• [What you will do] Every record is to be printed exactly as written, and any picture in it is skipped.
◇ ◇ ◇ ◇ ◇ ◇ ◇
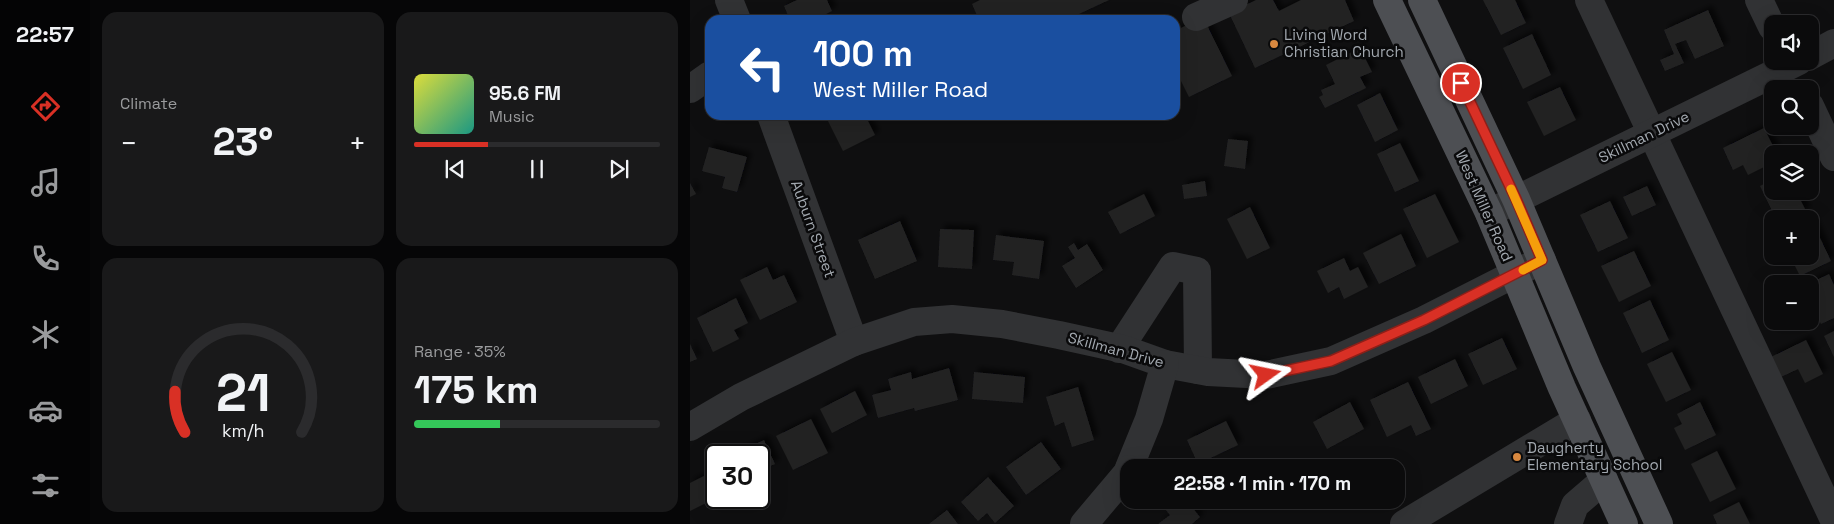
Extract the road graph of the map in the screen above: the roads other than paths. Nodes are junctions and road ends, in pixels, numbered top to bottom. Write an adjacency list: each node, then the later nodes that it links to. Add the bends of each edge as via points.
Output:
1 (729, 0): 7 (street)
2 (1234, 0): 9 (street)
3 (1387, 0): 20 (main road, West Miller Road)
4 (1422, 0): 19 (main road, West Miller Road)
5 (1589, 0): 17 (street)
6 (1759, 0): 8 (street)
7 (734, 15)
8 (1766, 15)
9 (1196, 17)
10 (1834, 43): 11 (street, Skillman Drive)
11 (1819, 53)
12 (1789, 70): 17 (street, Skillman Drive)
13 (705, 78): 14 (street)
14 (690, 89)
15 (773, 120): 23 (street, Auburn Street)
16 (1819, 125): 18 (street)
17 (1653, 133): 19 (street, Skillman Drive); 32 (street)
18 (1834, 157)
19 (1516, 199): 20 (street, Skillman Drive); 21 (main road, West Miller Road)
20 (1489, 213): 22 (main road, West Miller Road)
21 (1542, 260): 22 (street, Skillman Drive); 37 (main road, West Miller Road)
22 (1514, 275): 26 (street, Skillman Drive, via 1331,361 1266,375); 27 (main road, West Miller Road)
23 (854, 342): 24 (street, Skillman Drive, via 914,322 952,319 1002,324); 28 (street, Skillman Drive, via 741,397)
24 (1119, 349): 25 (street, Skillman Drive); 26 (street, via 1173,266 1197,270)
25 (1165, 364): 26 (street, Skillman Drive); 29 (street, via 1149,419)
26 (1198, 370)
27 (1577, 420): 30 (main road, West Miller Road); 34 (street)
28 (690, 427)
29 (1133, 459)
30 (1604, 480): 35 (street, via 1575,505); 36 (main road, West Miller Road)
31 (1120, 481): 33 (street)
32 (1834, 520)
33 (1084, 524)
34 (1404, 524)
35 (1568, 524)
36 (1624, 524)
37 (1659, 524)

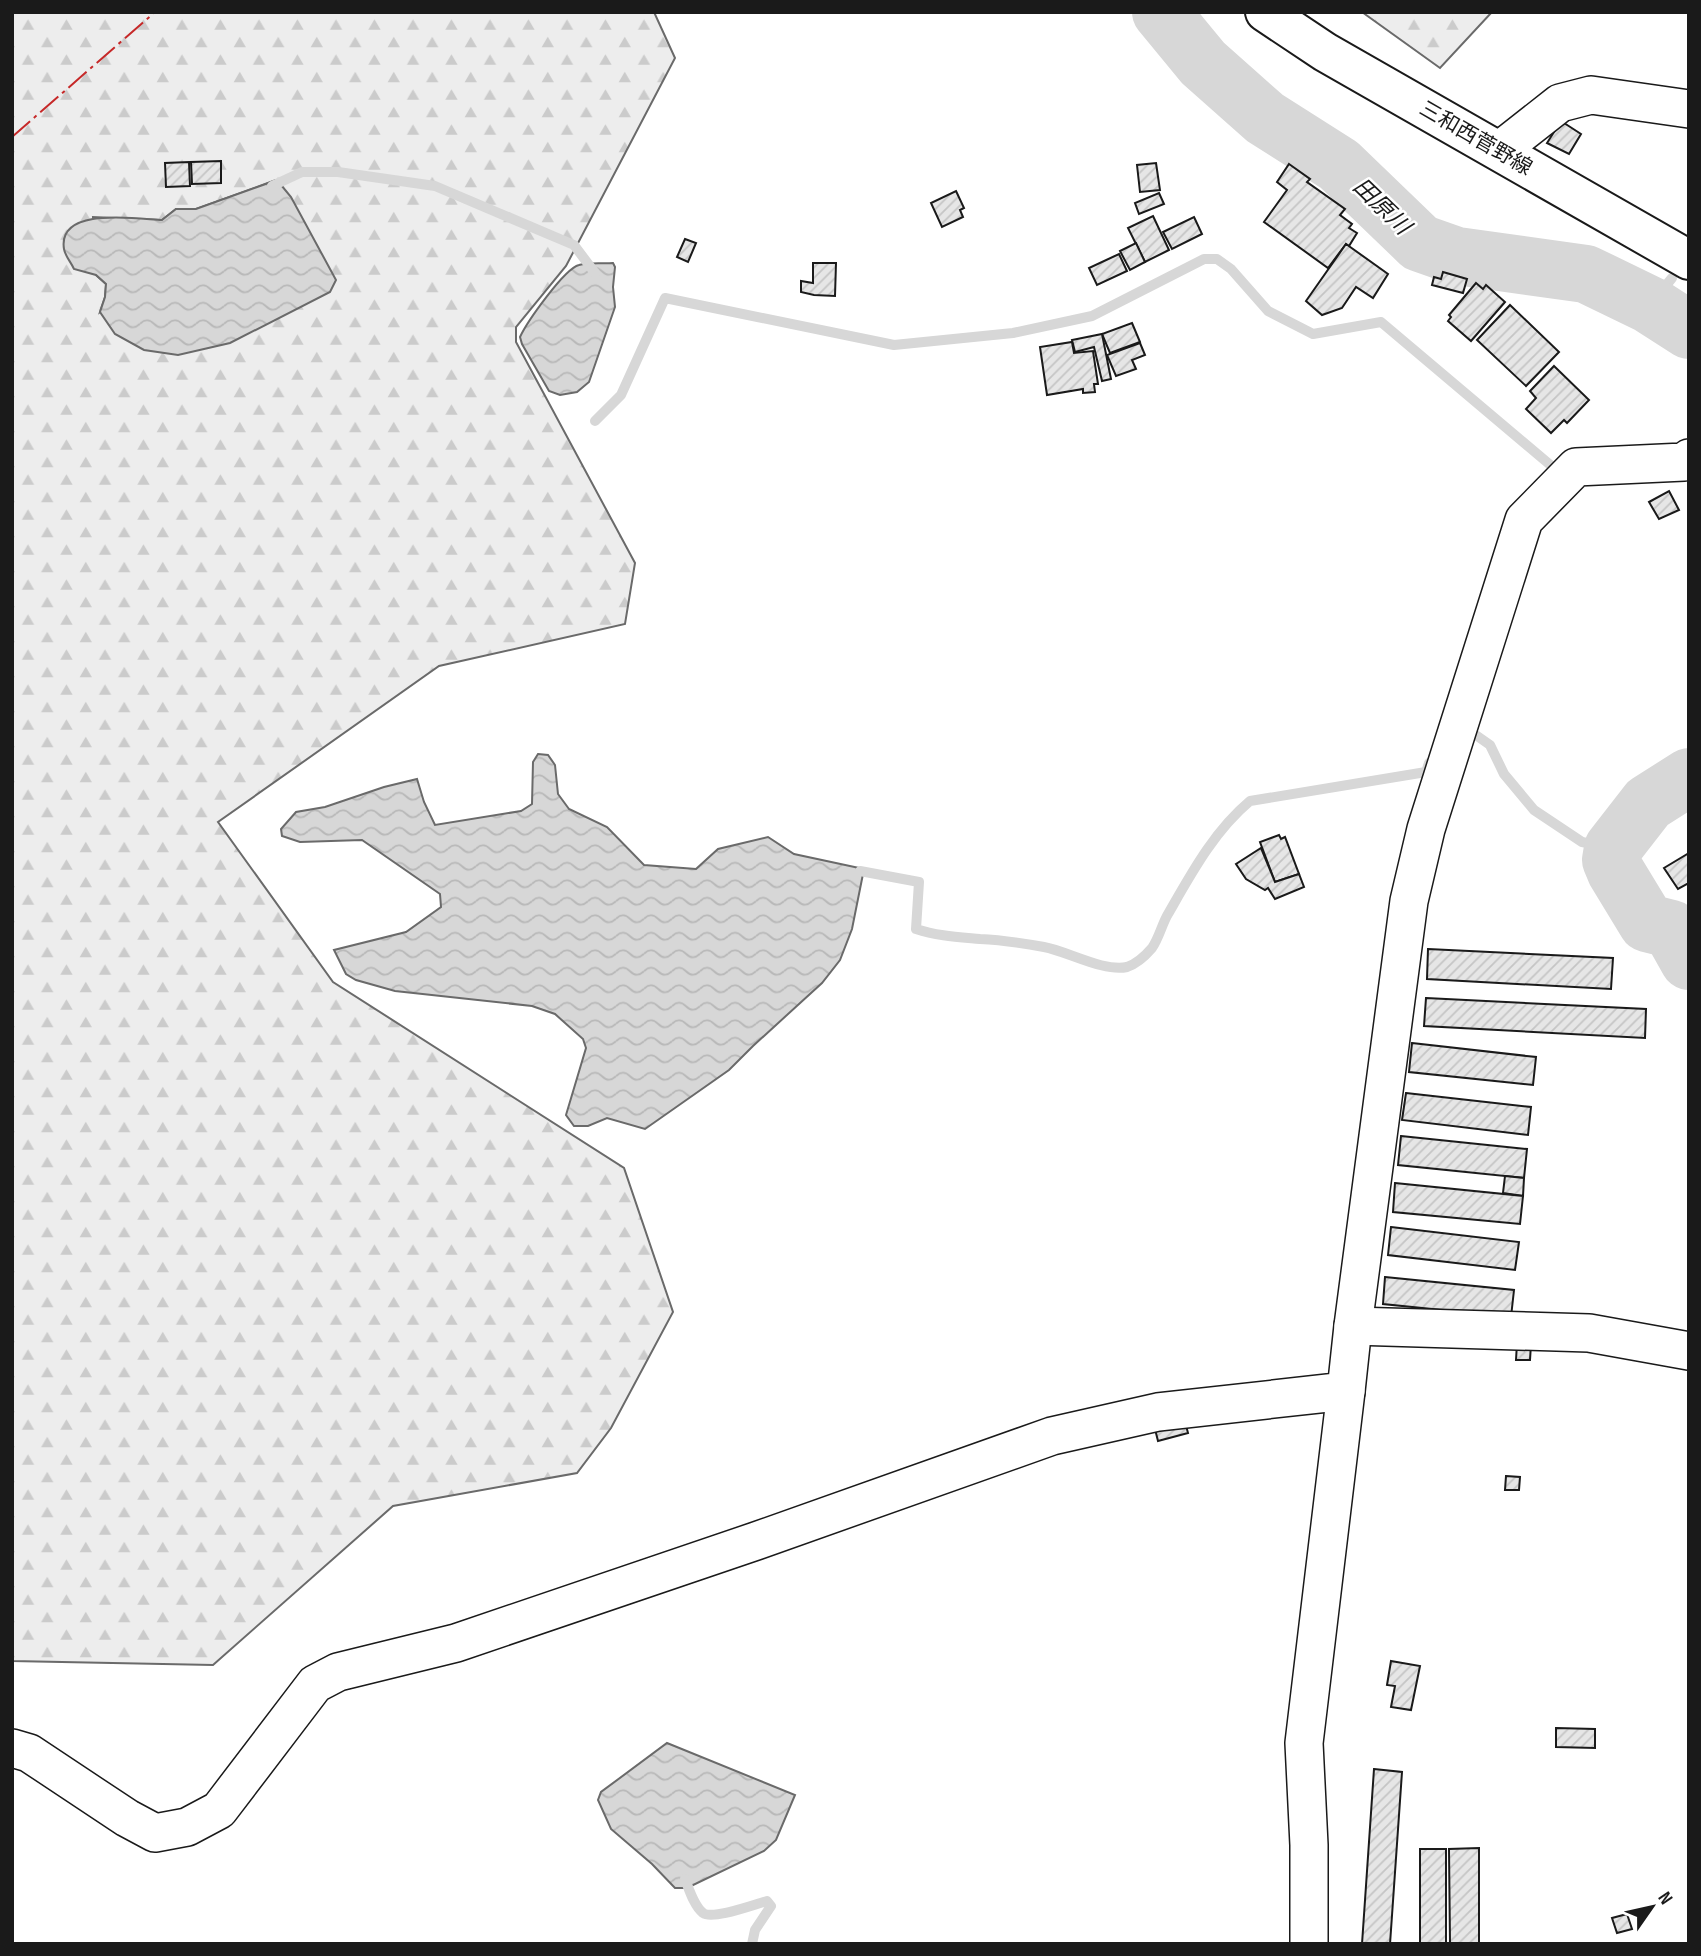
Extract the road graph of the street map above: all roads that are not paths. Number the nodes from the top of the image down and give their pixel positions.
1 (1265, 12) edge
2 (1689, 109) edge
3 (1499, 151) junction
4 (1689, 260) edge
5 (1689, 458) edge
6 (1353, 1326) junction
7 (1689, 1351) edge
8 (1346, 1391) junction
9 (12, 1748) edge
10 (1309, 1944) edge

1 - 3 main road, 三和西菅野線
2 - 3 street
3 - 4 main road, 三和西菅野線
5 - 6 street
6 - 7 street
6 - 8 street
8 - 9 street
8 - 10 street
◇ ◇ ◇ ◇ ◇ ◇ ◇
• [Problem solution]
Extract the road graph of the map in the screen above: the roads other than paths. Nodes are junctions and road ends, in pixels, numbered top to bottom. Write an adjacency list: each node, then the later nodes that it links to. Add the bends of each edge as via points.
Output:
1 (729, 0): 7 (street)
2 (1234, 0): 9 (street)
3 (1387, 0): 20 (main road, West Miller Road)
4 (1422, 0): 19 (main road, West Miller Road)
5 (1589, 0): 17 (street)
6 (1759, 0): 8 (street)
7 (734, 15)
8 (1766, 15)
9 (1196, 17)
10 (1834, 43): 11 (street, Skillman Drive)
11 (1819, 53)
12 (1789, 70): 17 (street, Skillman Drive)
13 (705, 78): 14 (street)
14 (690, 89)
15 (773, 120): 23 (street, Auburn Street)
16 (1819, 125): 18 (street)
17 (1653, 133): 19 (street, Skillman Drive); 32 (street)
18 (1834, 157)
19 (1516, 199): 20 (street, Skillman Drive); 21 (main road, West Miller Road)
20 (1489, 213): 22 (main road, West Miller Road)
21 (1542, 260): 22 (street, Skillman Drive); 37 (main road, West Miller Road)
22 (1514, 275): 26 (street, Skillman Drive, via 1331,361 1266,375); 27 (main road, West Miller Road)
23 (854, 342): 24 (street, Skillman Drive, via 914,322 952,319 1002,324); 28 (street, Skillman Drive, via 741,397)
24 (1119, 349): 25 (street, Skillman Drive); 26 (street, via 1173,266 1197,270)
25 (1165, 364): 26 (street, Skillman Drive); 29 (street, via 1149,419)
26 (1198, 370)
27 (1577, 420): 30 (main road, West Miller Road); 34 (street)
28 (690, 427)
29 (1133, 459)
30 (1604, 480): 35 (street, via 1575,505); 36 (main road, West Miller Road)
31 (1120, 481): 33 (street)
32 (1834, 520)
33 (1084, 524)
34 (1404, 524)
35 (1568, 524)
36 (1624, 524)
37 (1659, 524)

Extract the road graph of the street map above: all roads that are not paths. Number the nodes from the top of the image down and give their pixel positions.
1 (1265, 12) edge
2 (1689, 109) edge
3 (1499, 151) junction
4 (1689, 260) edge
5 (1689, 458) edge
6 (1353, 1326) junction
7 (1689, 1351) edge
8 (1346, 1391) junction
9 (12, 1748) edge
10 (1309, 1944) edge

1 - 3 main road, 三和西菅野線
2 - 3 street
3 - 4 main road, 三和西菅野線
5 - 6 street
6 - 7 street
6 - 8 street
8 - 9 street
8 - 10 street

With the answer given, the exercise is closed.